The big interview: Dani Alves – "I don’t hide my admiration for Guardiola and will to play in the Premier League"
Portrait: Antoine Doyen
Paris Saint-Germain’s 2-1 victory over Monaco in July 2017’s French Super Cup may not have made many headlines, but to one Brazilian in particular, it proved a very significant moment.
“There are thousands and thousands of football players all around the world,” Dani Alves tells FourFourTwo during our visit to his new home city, “but this little lad from Juazeiro, in the countryside of Bahia, is able to say he’s the one to have won more titles than any other – this is something unimaginable.”
That trophy was Alves’s 34th top prize as a professional, making him the most decorated player currently active. Now he is ready to answer your questions on a career that has seen him go from the farmyard through to the hall of fame ...
You worked on a farm when you were a youngster – what kind of tasks did you have to do? Can you milk a cow?
Daniel Tayasco, Peru
I used to do lots of jobs on the farm and those tasks are like riding a bike – you never forget how to do it. I’d help with whatever needed to be done: milking the cows, weeding. That would actually be the job I would recommend a child not to do because you’ll be dealing with chemicals and it’s dangerous. However, when your family are in a really difficult situation, and when you see your father working so hard for everyone, you have got to give him a hand, no matter what.
Your fashion style is unique – where do you get the inspiration for the kind of colourful suit that you sported at the Best FIFA Football Awards in 2017?
Junior Leoes, via Facebook
My inspiration just comes from a desire not to look the same as everybody else. When I first got interested in fashion, it was because I wanted to wear different things. I didn’t want to appear similar.
Your instinct is always to get forward, so did you like to operate as a winger before eventually moving to full-back?
Doug Powell, via Facebook
Actually, I used to be a forward. When my father started the project of helping me become a football player, his desire was to see me in attack, scoring goals. I was the No. 9, or sometimes 10 or 11. Then, when I went to a football school, everyone else wanted to be a forward. You can’t have a team made up only of forwards. I guess maybe because of my height, speed or playing style, I was able to adapt to other positions quite easily. Down the years, I've played in pretty much every position apart from keeper.
Who were your heroes growing up? As a fellow attacking full-back, did you want to end up emulating Cafu?
Marcos Sousa Santos, via Twitter
My football idol when I was growing up was my father. He used to love football so much. When I started to understand his passion, I entered into the football world and learned to admire the great players. And of course, Cafu was always an inspiration because of his amazing history and achievements with Brazil.

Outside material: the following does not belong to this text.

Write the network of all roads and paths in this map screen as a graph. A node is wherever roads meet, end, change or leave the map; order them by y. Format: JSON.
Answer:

Do you remember playing against and defeating Andres Iniesta’s Spain in the 2003 World Youth Championship Final with Brazil? Did you ever remind him of this when you were at Barça?
Carlos Allende, via Facebook
Well, it was inevitable that I would make a few jokes! [Laughs] It was something special and a unique experience for all of us. We were youngsters, dreaming of being successful professional footballers. I was lucky enough to already be playing in Europe during that time. But I can say that championship still represents a big turning point for my career. I had been on loan with Sevilla, but there had been doubts about whether I should remain and occupy one of the spots for foreign players.

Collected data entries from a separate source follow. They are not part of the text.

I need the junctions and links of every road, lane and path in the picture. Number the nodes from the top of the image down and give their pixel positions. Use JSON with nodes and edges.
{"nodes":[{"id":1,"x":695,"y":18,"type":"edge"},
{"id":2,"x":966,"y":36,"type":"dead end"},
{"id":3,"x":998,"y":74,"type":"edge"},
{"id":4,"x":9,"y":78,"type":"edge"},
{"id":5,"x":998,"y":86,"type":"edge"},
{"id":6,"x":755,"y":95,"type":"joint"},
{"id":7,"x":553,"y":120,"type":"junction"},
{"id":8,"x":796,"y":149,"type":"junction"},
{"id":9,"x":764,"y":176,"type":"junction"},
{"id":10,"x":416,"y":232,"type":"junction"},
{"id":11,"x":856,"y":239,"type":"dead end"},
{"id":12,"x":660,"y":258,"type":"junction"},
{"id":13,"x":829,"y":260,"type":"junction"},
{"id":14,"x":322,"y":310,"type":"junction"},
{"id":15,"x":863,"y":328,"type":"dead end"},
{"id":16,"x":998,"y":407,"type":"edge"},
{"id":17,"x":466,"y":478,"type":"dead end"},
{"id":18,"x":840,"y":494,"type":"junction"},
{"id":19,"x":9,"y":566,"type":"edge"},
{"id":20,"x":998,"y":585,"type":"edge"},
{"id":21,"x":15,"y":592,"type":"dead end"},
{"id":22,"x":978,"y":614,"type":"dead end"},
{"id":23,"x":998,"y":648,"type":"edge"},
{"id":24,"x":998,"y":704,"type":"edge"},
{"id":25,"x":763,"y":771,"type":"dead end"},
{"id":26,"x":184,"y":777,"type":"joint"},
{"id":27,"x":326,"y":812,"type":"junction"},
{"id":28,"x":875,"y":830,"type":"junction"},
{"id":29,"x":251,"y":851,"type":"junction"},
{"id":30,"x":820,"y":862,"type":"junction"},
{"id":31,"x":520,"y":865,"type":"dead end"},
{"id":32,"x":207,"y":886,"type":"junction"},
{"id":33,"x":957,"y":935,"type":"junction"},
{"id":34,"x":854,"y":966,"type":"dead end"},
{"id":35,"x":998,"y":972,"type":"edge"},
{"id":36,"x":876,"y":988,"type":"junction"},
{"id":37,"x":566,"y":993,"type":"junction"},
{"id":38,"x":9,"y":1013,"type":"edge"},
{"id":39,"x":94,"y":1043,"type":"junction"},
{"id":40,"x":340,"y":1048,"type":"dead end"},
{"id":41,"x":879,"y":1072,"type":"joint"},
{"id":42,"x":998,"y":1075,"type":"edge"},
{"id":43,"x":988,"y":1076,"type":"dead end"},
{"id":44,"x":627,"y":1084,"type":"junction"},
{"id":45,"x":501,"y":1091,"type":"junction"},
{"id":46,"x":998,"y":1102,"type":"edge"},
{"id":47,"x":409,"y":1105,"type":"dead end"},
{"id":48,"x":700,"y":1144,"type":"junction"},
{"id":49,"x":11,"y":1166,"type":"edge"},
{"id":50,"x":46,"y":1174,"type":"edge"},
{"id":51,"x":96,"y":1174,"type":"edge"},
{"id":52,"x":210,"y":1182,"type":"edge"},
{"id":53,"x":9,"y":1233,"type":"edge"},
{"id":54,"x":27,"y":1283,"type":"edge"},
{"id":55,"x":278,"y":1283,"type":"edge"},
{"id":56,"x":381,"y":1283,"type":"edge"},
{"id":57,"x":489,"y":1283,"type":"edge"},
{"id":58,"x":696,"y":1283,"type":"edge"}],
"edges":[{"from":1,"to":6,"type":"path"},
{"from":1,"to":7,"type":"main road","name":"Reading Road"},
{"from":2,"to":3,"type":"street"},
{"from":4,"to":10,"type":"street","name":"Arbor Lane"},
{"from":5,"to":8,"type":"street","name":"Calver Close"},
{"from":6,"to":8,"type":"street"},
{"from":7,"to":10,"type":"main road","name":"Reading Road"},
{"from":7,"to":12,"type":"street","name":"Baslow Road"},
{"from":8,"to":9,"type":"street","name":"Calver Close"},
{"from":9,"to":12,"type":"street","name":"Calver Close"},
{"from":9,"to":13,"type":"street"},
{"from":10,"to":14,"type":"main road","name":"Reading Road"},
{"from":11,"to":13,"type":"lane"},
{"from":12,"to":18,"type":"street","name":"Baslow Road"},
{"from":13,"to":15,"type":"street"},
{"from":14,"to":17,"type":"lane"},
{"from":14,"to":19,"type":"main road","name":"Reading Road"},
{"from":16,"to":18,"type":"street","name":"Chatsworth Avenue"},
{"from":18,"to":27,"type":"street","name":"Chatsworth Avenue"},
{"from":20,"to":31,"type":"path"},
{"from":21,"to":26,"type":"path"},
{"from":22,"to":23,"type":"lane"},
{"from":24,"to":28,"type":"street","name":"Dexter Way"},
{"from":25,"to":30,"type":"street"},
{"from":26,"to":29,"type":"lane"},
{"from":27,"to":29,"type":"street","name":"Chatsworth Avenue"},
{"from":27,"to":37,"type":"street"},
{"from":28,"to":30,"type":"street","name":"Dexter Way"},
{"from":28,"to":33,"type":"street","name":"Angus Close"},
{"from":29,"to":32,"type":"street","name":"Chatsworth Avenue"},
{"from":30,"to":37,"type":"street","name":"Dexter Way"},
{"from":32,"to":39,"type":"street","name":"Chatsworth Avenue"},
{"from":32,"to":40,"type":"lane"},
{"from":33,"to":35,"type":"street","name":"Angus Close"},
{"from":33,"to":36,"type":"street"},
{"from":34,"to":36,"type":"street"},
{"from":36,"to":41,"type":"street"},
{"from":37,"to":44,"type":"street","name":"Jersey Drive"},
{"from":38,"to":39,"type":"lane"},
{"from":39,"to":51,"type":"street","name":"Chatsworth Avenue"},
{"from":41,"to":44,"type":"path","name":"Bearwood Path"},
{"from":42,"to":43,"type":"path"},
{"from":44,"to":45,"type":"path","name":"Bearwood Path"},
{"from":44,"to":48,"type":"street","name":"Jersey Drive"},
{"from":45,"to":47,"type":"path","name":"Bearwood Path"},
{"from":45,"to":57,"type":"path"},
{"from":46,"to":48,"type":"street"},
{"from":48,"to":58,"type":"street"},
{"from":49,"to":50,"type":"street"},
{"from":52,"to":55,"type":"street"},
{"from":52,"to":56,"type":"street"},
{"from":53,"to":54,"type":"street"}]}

You played alongside a young Sergio Ramos at Sevilla. Could you tell that he would become a great defender? And was it strange to end up being a direct rival of his during Clasicos?
Marta Rivero, via Facebook
Yes, of course. Sergio already had great qualities even back then. He wanted to play as a full-back but we could all see his potential to be a good centre-back – a position where he could have more success. Fortunately for Sergio – not to mention for Spain and Real Madrid as well – he went on to become a fantastic central defender who is admired by the whole world.
I don’t think he would have achieved the same status at right-back. Obviously he could also play there very well – and did it many times, including for Spain – but he soon realised that he could become one of the world’s best in another position. It was tough to have him as a rival, but that’s what happens when you are at Madrid or Barcelona – it’s kind of like a clause in your contract when you sign for one of them. But the rivalry shouldn't go beyond the pitch.
- 2001-03 Bahia
- 2002-03 Sevilla (loan)
- 2003-08 Sevilla
- 2008-16 Barcelona
- 2016-17 Juventus
- 2017- Paris Saint-Germain
How close did you actually come to signing for Liverpool back in 2006? Were you annoyed when the move to England eventually fell through?
John Stirzaker, via Facebook
Mate, I pretty much had an agreement with Liverpool. But for whatever reason it didn’t happen at the last moment and I really don’t know why, as I wasn’t the one conducting the negotiations. I had other people representing me back then. I’m not sure what the reasons were for the move not going through, although something similar happened later in my career with Chelsea and Real Madrid.
Of course, it all worked out happily for the Cules [Barcelona supporters] in the end, and also for me as I was able to write an amazing story at the Camp Nou instead.